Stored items
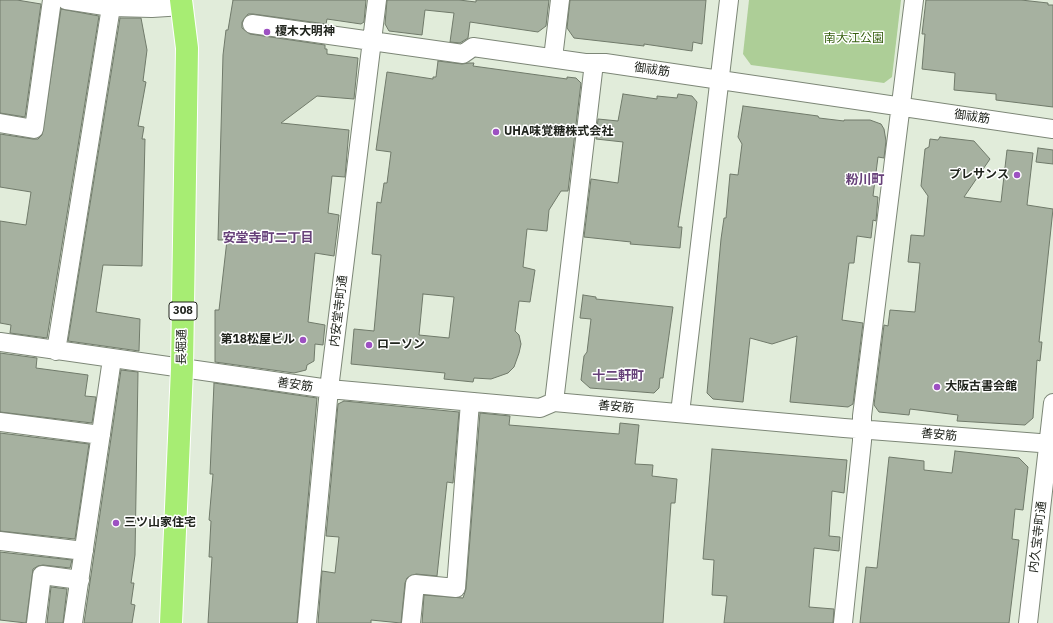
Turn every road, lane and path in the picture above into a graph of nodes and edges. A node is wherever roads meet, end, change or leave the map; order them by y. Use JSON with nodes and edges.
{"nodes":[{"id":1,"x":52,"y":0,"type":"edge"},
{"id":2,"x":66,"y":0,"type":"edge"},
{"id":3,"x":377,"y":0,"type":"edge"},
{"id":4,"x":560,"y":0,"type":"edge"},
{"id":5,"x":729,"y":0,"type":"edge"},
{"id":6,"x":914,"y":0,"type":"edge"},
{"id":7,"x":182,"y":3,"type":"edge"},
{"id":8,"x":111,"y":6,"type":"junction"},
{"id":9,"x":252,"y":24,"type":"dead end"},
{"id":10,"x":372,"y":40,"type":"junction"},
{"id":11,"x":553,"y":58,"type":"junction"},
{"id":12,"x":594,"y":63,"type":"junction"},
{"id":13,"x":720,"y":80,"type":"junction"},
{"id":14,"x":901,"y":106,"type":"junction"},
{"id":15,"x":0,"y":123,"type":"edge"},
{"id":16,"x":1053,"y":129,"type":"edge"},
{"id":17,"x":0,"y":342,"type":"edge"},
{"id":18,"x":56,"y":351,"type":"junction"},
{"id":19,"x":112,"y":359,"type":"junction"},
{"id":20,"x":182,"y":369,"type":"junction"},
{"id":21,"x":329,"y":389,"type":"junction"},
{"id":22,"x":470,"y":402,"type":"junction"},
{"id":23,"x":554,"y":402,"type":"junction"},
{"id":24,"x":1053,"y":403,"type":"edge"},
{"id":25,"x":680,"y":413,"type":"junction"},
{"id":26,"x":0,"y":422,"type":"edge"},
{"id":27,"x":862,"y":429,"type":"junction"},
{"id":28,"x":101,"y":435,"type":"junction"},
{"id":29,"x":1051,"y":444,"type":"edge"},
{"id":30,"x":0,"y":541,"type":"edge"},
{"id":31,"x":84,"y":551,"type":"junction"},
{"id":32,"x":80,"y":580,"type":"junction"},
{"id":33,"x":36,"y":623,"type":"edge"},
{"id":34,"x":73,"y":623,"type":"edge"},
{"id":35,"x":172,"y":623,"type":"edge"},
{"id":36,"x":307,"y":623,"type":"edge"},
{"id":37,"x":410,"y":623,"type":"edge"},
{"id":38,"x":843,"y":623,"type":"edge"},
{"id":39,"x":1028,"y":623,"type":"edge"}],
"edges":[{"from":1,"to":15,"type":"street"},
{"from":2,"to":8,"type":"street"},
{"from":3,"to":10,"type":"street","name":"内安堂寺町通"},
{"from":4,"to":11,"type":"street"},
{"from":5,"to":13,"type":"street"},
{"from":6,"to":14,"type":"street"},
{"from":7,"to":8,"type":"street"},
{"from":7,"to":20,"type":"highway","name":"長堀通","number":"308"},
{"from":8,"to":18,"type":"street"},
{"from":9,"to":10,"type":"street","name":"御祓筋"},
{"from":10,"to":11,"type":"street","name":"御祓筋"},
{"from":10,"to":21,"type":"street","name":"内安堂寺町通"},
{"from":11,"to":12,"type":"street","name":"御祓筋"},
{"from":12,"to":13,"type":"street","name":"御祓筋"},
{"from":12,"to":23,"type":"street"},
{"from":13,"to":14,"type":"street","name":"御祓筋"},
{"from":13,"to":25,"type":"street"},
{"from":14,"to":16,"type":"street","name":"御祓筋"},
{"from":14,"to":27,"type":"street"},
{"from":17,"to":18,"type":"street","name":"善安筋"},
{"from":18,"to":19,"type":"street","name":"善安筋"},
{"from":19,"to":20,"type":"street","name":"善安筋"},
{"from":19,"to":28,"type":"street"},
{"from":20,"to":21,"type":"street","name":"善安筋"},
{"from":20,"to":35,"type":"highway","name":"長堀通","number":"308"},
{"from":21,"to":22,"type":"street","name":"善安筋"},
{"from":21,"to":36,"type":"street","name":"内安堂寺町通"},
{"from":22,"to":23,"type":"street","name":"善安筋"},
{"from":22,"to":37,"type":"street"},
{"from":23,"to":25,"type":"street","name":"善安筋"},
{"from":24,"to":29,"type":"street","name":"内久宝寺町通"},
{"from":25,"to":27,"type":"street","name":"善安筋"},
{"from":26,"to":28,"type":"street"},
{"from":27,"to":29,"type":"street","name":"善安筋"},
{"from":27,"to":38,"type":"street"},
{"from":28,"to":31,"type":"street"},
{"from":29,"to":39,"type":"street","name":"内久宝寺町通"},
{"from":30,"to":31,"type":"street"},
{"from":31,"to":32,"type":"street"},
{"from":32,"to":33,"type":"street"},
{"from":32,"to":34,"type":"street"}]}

==

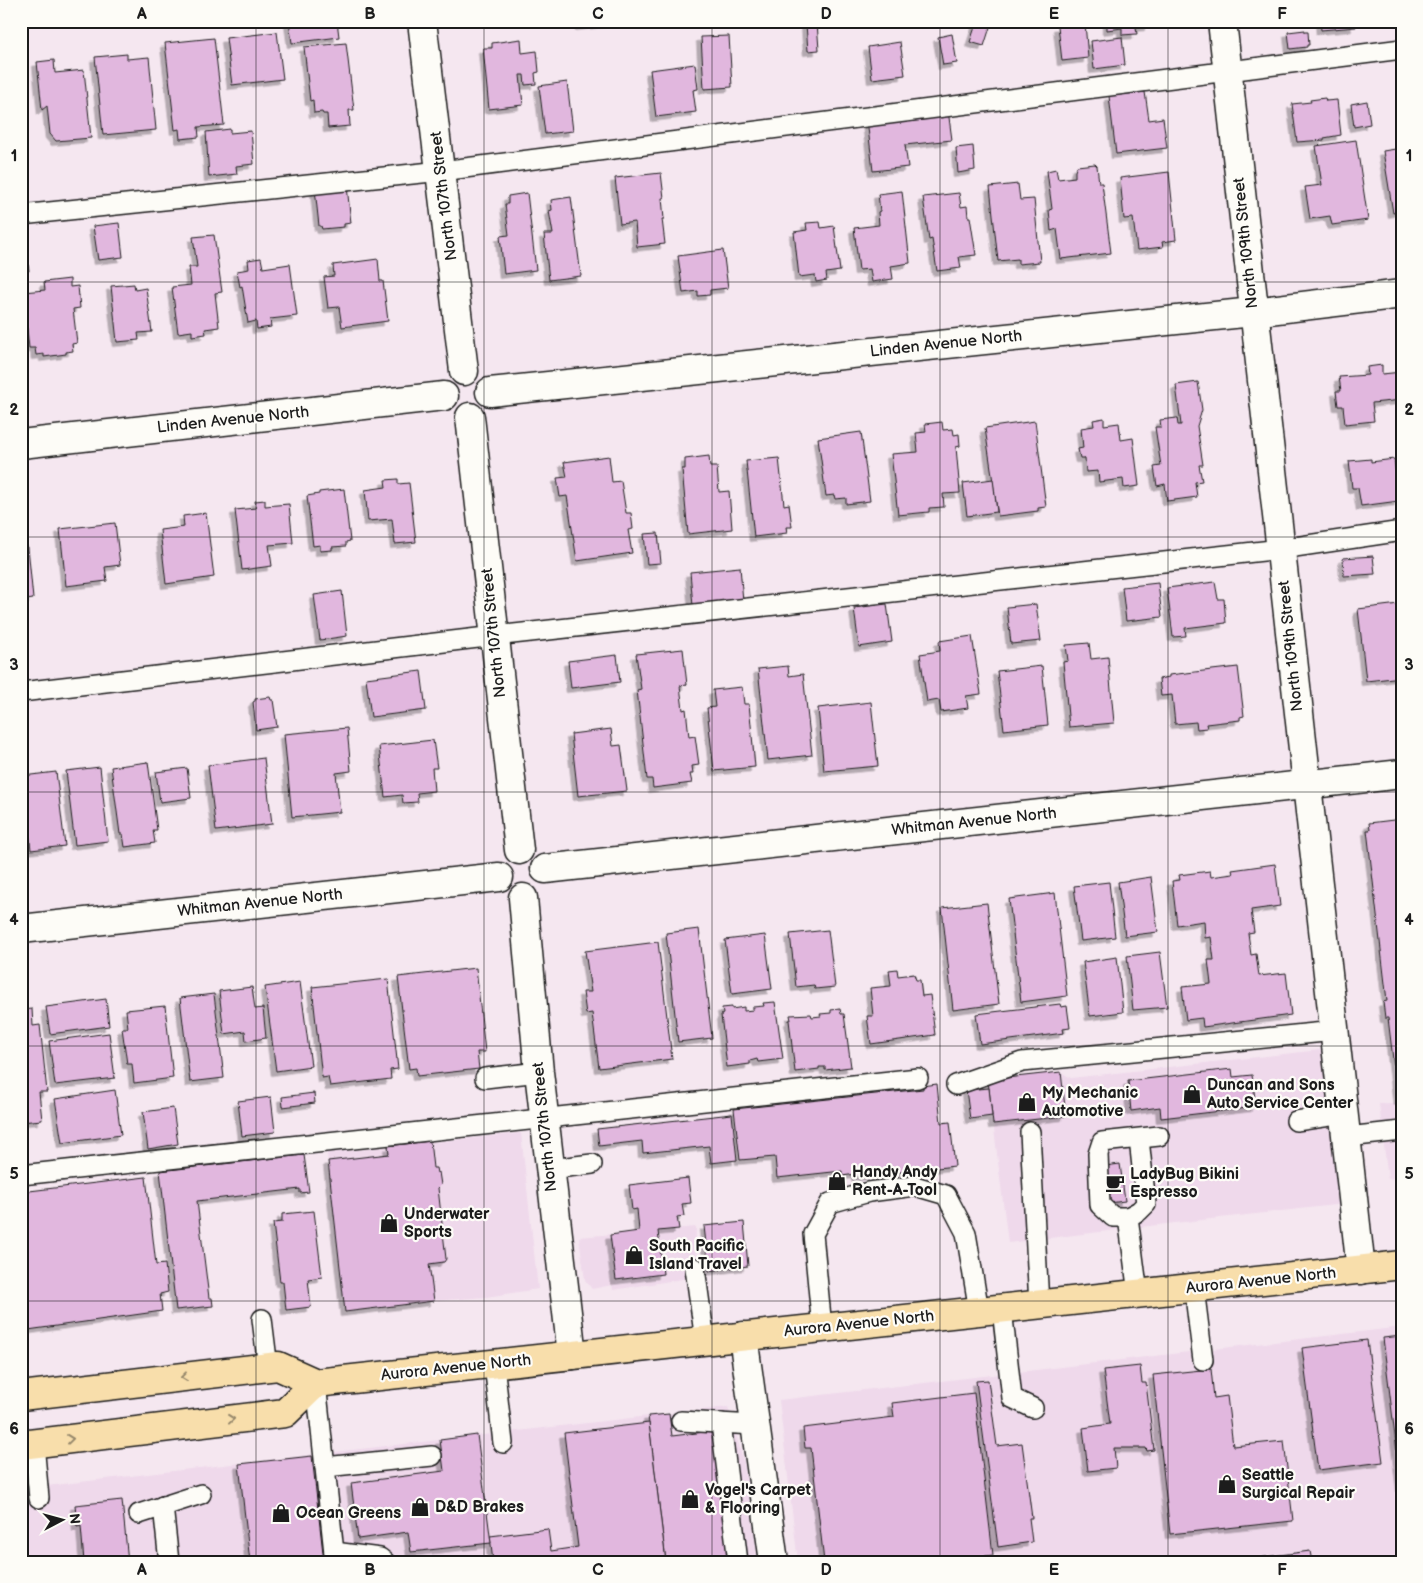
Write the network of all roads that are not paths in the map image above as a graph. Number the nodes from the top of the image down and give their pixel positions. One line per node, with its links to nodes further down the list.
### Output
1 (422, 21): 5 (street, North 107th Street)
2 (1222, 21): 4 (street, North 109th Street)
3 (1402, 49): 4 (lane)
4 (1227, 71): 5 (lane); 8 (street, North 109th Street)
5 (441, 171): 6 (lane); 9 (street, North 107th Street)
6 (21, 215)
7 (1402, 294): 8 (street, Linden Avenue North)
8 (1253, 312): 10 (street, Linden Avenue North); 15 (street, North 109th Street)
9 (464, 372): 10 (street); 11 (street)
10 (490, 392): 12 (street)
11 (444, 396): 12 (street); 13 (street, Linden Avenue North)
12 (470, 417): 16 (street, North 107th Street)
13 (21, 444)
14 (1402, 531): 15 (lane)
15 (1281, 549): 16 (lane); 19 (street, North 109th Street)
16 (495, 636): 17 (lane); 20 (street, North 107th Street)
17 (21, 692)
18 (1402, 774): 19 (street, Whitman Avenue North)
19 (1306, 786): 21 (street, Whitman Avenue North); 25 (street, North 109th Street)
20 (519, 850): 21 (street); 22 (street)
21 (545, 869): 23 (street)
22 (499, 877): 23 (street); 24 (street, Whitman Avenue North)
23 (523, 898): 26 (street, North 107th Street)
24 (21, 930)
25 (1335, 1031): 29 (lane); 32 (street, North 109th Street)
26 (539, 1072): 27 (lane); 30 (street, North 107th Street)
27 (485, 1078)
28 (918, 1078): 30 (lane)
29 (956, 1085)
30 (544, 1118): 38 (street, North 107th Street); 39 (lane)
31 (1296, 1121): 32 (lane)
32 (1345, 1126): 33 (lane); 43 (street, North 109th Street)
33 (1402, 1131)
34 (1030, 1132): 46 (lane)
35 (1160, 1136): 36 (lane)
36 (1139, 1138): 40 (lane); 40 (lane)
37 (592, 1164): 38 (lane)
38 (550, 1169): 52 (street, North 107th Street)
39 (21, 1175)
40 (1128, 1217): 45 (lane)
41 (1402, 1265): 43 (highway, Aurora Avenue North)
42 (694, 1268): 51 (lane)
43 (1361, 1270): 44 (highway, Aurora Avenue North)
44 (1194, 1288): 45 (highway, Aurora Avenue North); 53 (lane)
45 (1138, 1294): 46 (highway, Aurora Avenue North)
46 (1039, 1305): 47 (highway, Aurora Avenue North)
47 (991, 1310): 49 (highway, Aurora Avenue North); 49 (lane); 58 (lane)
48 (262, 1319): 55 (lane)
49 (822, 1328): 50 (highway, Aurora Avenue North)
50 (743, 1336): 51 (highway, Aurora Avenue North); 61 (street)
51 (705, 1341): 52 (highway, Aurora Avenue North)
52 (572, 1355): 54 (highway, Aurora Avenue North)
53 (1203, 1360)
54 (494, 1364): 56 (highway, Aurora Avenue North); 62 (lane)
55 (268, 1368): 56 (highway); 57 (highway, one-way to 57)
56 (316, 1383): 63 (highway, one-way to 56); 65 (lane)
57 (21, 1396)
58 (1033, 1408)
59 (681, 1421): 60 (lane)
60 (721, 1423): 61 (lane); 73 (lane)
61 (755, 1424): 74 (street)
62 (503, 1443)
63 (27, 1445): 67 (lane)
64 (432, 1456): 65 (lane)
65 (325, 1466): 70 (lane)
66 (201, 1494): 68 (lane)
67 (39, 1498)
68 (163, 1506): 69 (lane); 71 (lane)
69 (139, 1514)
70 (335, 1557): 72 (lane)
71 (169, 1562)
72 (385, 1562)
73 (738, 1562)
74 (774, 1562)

* **DESCRIPTION OF THE TASK**
Look at the records above. Copy every line where the string "内久宝寺町通" occurs.

* **SOLUTION TO THIS TASK**
{"from":24,"to":29,"type":"street","name":"内久宝寺町通"},
{"from":29,"to":39,"type":"street","name":"内久宝寺町通"},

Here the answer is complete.